Asmita Poudel et al. Pharmaceutics. .

Abstract

Phytosterols are plant sterols recommended as adjuvant therapy for hypercholesterolemia and tocopherols are well-established anti-oxidants. However, thermo-sensitivity, lipophilicity and formulation-dependent efficacy bring challenges in the development of functional foods, enriched with phytosterols and tocopherols. To address this, we developed liposomes containing brassicasterol, campesterol and β-sitosterol obtained from canola oil deodorizer distillate, along with alpha, gamma and delta tocopherol. Three approaches; thin film hydration-homogenization, thin film hydration-ultrasonication and Mozafari method were used for formulation.

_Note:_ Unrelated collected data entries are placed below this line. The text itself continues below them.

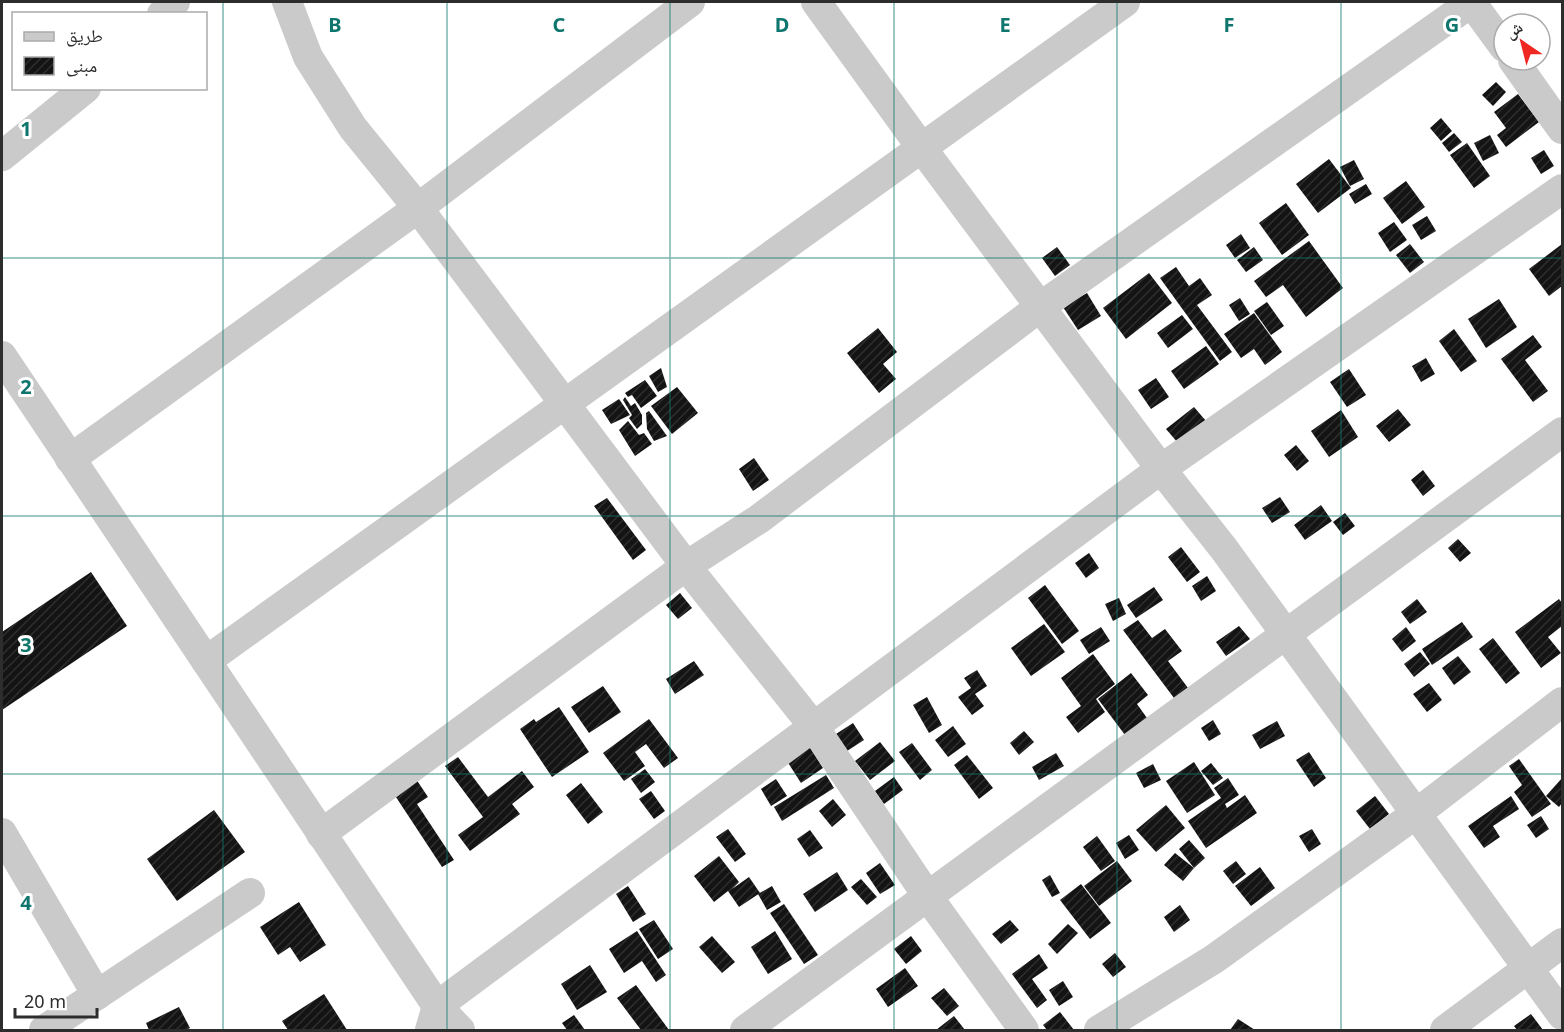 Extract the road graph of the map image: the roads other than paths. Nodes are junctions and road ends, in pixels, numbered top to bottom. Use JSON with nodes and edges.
{"nodes":[{"id":1,"x":287,"y":2,"type":"edge"},
{"id":2,"x":690,"y":2,"type":"edge"},
{"id":3,"x":816,"y":2,"type":"edge"},
{"id":4,"x":1125,"y":2,"type":"edge"},
{"id":5,"x":1472,"y":2,"type":"edge"},
{"id":6,"x":1492,"y":30,"type":"edge"},
{"id":7,"x":1522,"y":72,"type":"edge"},
{"id":8,"x":84,"y":90,"type":"edge"},
{"id":9,"x":1563,"y":129,"type":"edge"},
{"id":10,"x":921,"y":147,"type":"junction"},
{"id":11,"x":2,"y":156,"type":"edge"},
{"id":12,"x":1563,"y":189,"type":"edge"},
{"id":13,"x":418,"y":208,"type":"junction"},
{"id":14,"x":1040,"y":307,"type":"junction"},
{"id":15,"x":2,"y":356,"type":"edge"},
{"id":16,"x":565,"y":402,"type":"junction"},
{"id":17,"x":1563,"y":432,"type":"edge"},
{"id":18,"x":70,"y":459,"type":"junction"},
{"id":19,"x":1161,"y":469,"type":"junction"},
{"id":20,"x":686,"y":566,"type":"junction"},
{"id":21,"x":1286,"y":634,"type":"junction"},
{"id":22,"x":206,"y":661,"type":"junction"},
{"id":23,"x":1563,"y":702,"type":"edge"},
{"id":24,"x":814,"y":727,"type":"junction"},
{"id":25,"x":1417,"y":813,"type":"junction"},
{"id":26,"x":2,"y":833,"type":"edge"},
{"id":27,"x":321,"y":834,"type":"junction"},
{"id":28,"x":250,"y":893,"type":"dead end"},
{"id":29,"x":928,"y":897,"type":"junction"},
{"id":30,"x":1563,"y":943,"type":"edge"},
{"id":31,"x":1529,"y":968,"type":"junction"},
{"id":32,"x":97,"y":995,"type":"junction"},
{"id":33,"x":1563,"y":1015,"type":"edge"},
{"id":34,"x":433,"y":1018,"type":"edge"},
{"id":35,"x":44,"y":1030,"type":"edge"},
{"id":36,"x":460,"y":1030,"type":"edge"},
{"id":37,"x":745,"y":1030,"type":"edge"},
{"id":38,"x":1024,"y":1030,"type":"edge"},
{"id":39,"x":1099,"y":1030,"type":"edge"},
{"id":40,"x":1445,"y":1030,"type":"edge"}],
"edges":[{"from":1,"to":13,"type":"street"},
{"from":2,"to":13,"type":"street"},
{"from":3,"to":10,"type":"street"},
{"from":4,"to":10,"type":"street"},
{"from":5,"to":6,"type":"street"},
{"from":5,"to":14,"type":"street"},
{"from":7,"to":9,"type":"street"},
{"from":8,"to":11,"type":"street"},
{"from":10,"to":14,"type":"street"},
{"from":10,"to":16,"type":"street"},
{"from":12,"to":19,"type":"street"},
{"from":13,"to":16,"type":"street"},
{"from":13,"to":18,"type":"street"},
{"from":14,"to":19,"type":"street"},
{"from":14,"to":20,"type":"street"},
{"from":15,"to":18,"type":"street"},
{"from":16,"to":20,"type":"street"},
{"from":16,"to":22,"type":"street"},
{"from":17,"to":21,"type":"street"},
{"from":18,"to":22,"type":"street"},
{"from":19,"to":21,"type":"street"},
{"from":19,"to":24,"type":"street"},
{"from":20,"to":24,"type":"street"},
{"from":20,"to":27,"type":"street"},
{"from":21,"to":25,"type":"street"},
{"from":21,"to":29,"type":"street"},
{"from":22,"to":27,"type":"street"},
{"from":23,"to":25,"type":"street"},
{"from":24,"to":29,"type":"street"},
{"from":24,"to":34,"type":"street"},
{"from":25,"to":31,"type":"street"},
{"from":25,"to":39,"type":"street"},
{"from":26,"to":32,"type":"street"},
{"from":27,"to":34,"type":"street"},
{"from":28,"to":32,"type":"street"},
{"from":29,"to":37,"type":"street"},
{"from":29,"to":38,"type":"street"},
{"from":30,"to":31,"type":"street"},
{"from":31,"to":33,"type":"street"},
{"from":31,"to":40,"type":"street"},
{"from":32,"to":35,"type":"street"},
{"from":34,"to":36,"type":"street"}]} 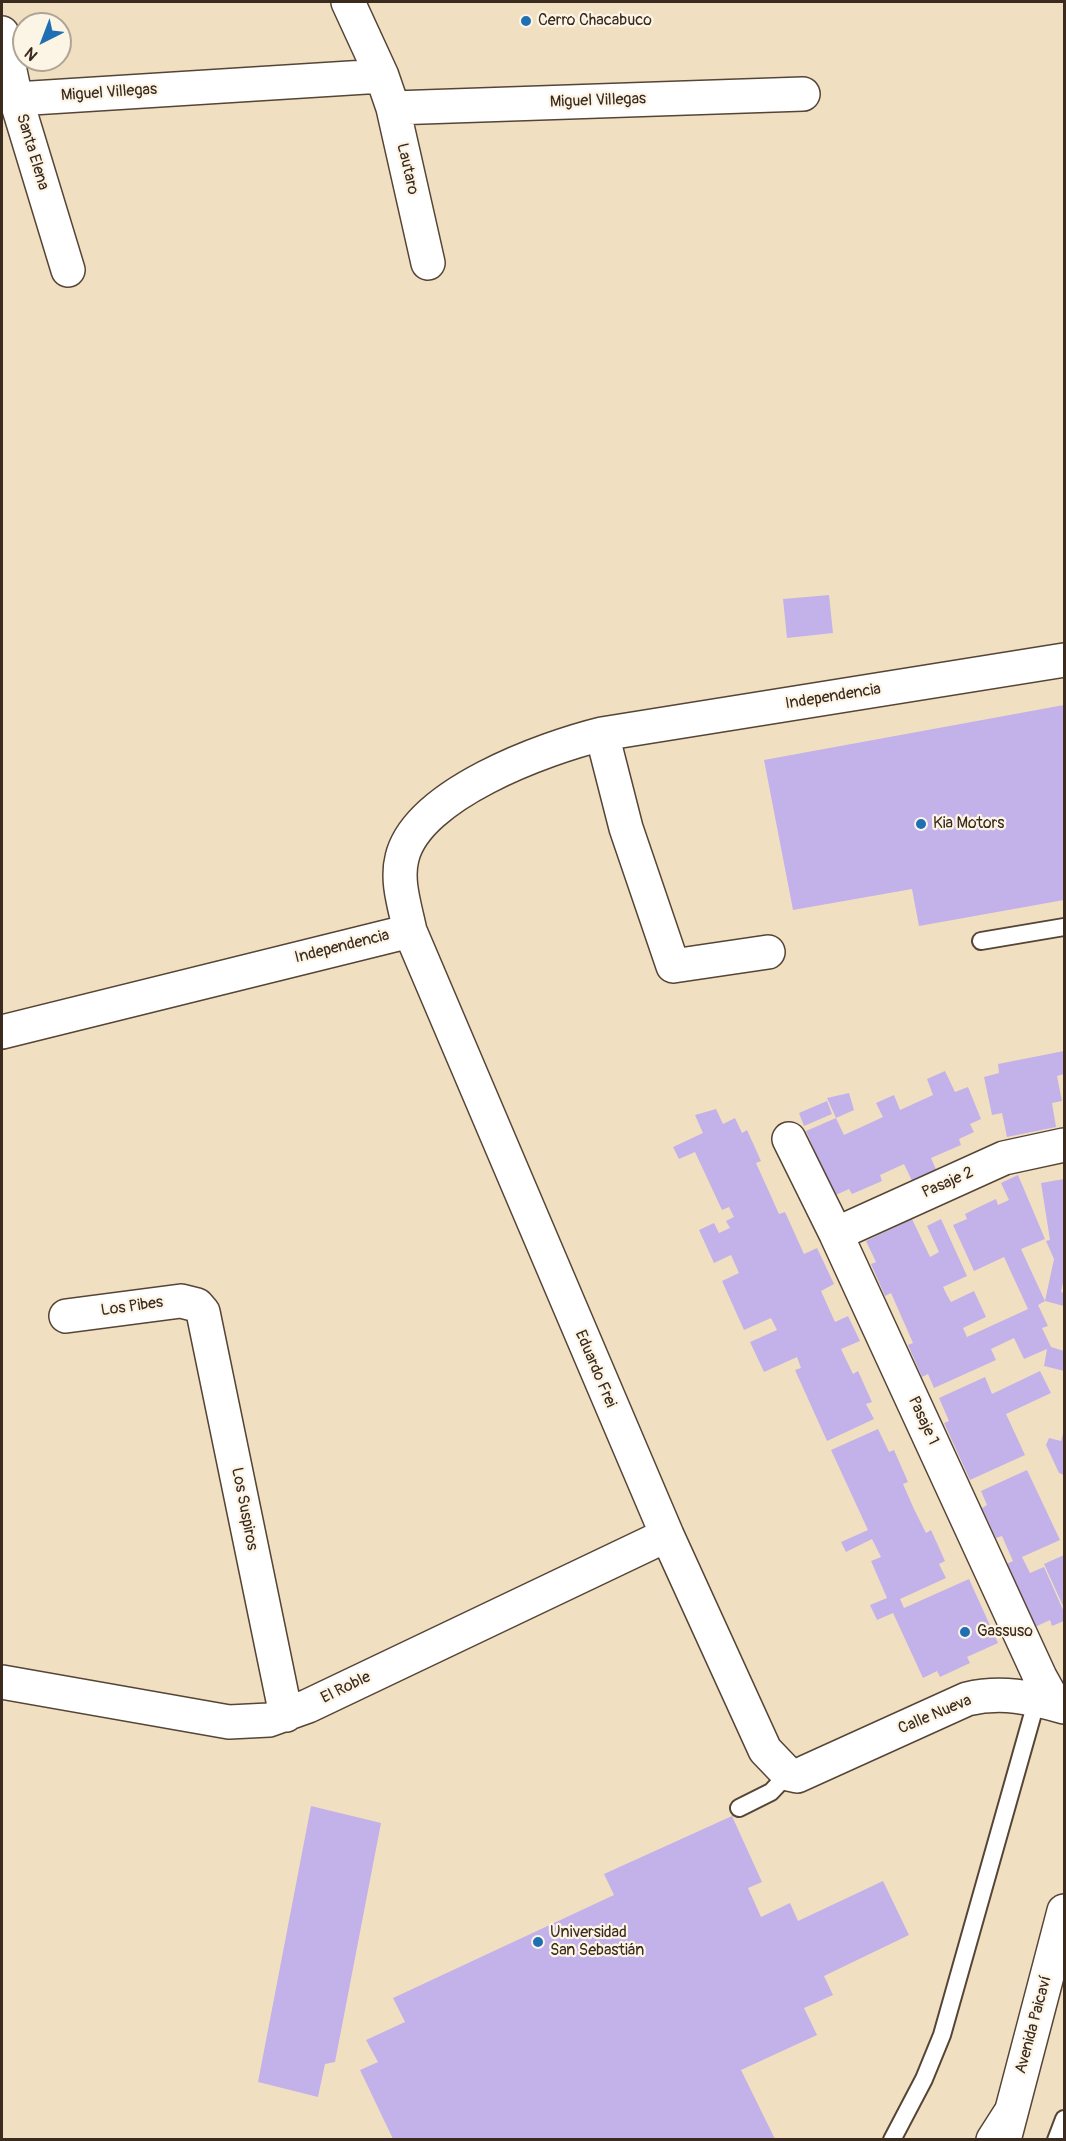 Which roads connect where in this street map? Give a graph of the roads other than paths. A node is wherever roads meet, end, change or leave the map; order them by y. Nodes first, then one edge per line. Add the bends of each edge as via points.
1 (348, 2) edge
2 (2, 33) edge
3 (382, 76) junction
4 (803, 94) dead end
5 (16, 99) junction
6 (393, 108) junction
7 (428, 263) dead end
8 (68, 270) dead end
9 (1065, 660) edge
10 (602, 734) junction
11 (1065, 927) edge
12 (410, 931) junction
13 (981, 941) dead end
14 (768, 952) dead end
15 (2, 1032) edge
16 (789, 1139) dead end
17 (1065, 1145) edge
18 (836, 1234) junction
19 (197, 1305) joint
20 (66, 1316) dead end
21 (667, 1535) junction
22 (2, 1682) edge
23 (1052, 1704) edge
24 (286, 1715) junction
25 (800, 1772) junction
26 (739, 1808) dead end
27 (1065, 1911) edge
28 (1065, 2119) edge
29 (1002, 2131) edge
30 (892, 2139) edge
31 (1056, 2139) edge

1 - 3 street, Lautaro
2 - 5 street, Santa Elena
3 - 5 street, Miguel Villegas
3 - 6 street, Lautaro
4 - 6 street, Miguel Villegas
5 - 8 street, Santa Elena
6 - 7 street, Lautaro
9 - 10 street, Independencia
10 - 12 street, Independencia via 556,746 501,768 464,790 416,828 406,844 400,867
10 - 14 street via 626,828 673,966
11 - 13 lane
12 - 15 street, Independencia
12 - 21 street, Eduardo Frei
16 - 18 street, Pasaje 1
17 - 18 street, Pasaje 2 via 1004,1158
18 - 23 street, Pasaje 1
19 - 20 street, Los Pibes via 181,1301
19 - 24 street, Los Suspiros via 206,1321
21 - 24 street, El Roble
21 - 25 street, Eduardo Frei via 765,1750
22 - 24 street, El Roble via 229,1722
23 - 25 street, Calle Nueva via 990,1694 967,1699
23 - 30 lane via 942,2035
25 - 26 lane
27 - 29 street, Avenida Paicaví
28 - 31 lane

Validated liquid chromatographic tandem mass spectrometry (LC-MS/MS) was utilized to determine the entrapment efficiency of bioactives. Stability studies of liposomal formulations were conducted before and after pasteurization using high temperature short time (HTST) technique for a month. Vesicle size after homogenization and ultrasonication (<200 nm) was significantly lower than by Mozafari method (>200 nm). However, zeta potential (-9 to -14 mV) was comparable which was adequate for colloidal stability. Entrapment efficiencies were greater than 89% for all the phytosterols and tocopherols formulated by all three methods. Liposomes with optimum particle size and zeta potential were incorporated in model orange juice, showing adequate stability after pasteurization (72 °C for 15 s) for a month. Liposomes containing phytosterols obtained from canola waste along with tocopherols were developed and successfully applied as a food additive using model orange juice.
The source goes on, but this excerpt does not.